Stored items
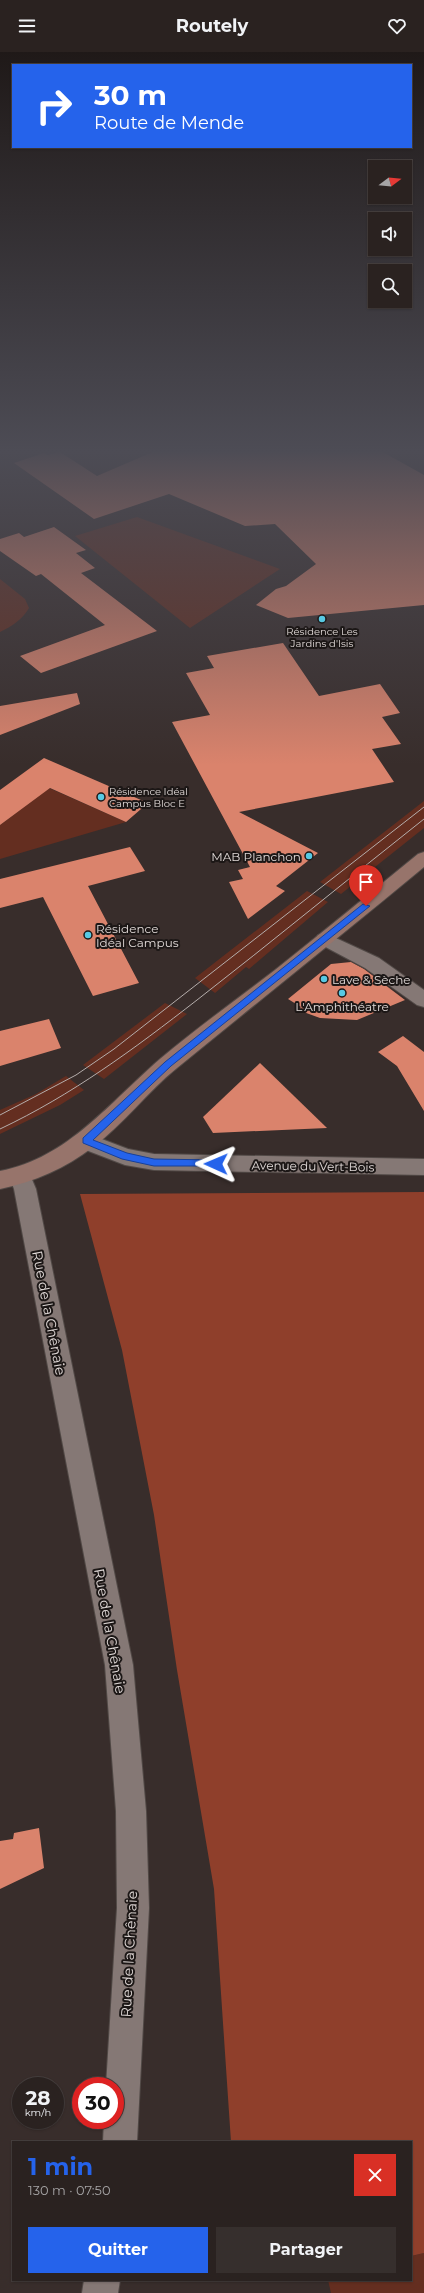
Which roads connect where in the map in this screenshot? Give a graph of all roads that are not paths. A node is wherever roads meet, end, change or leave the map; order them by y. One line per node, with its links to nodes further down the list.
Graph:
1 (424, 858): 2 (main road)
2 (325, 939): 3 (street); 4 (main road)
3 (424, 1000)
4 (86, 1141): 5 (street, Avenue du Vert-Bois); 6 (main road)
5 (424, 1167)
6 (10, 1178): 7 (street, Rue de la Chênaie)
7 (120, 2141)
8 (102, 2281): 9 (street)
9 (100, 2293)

ASSIGNMENT
Could the entries above be written out word for word, with no pictures?

YOUR RESPONSE
Which roads connect where in the map in this screenshot? Give a graph of all roads that are not paths. A node is wherever roads meet, end, change or leave the map; order them by y. One line per node, with its links to nodes further down the list.
Graph:
1 (424, 858): 2 (main road)
2 (325, 939): 3 (street); 4 (main road)
3 (424, 1000)
4 (86, 1141): 5 (street, Avenue du Vert-Bois); 6 (main road)
5 (424, 1167)
6 (10, 1178): 7 (street, Rue de la Chênaie)
7 (120, 2141)
8 (102, 2281): 9 (street)
9 (100, 2293)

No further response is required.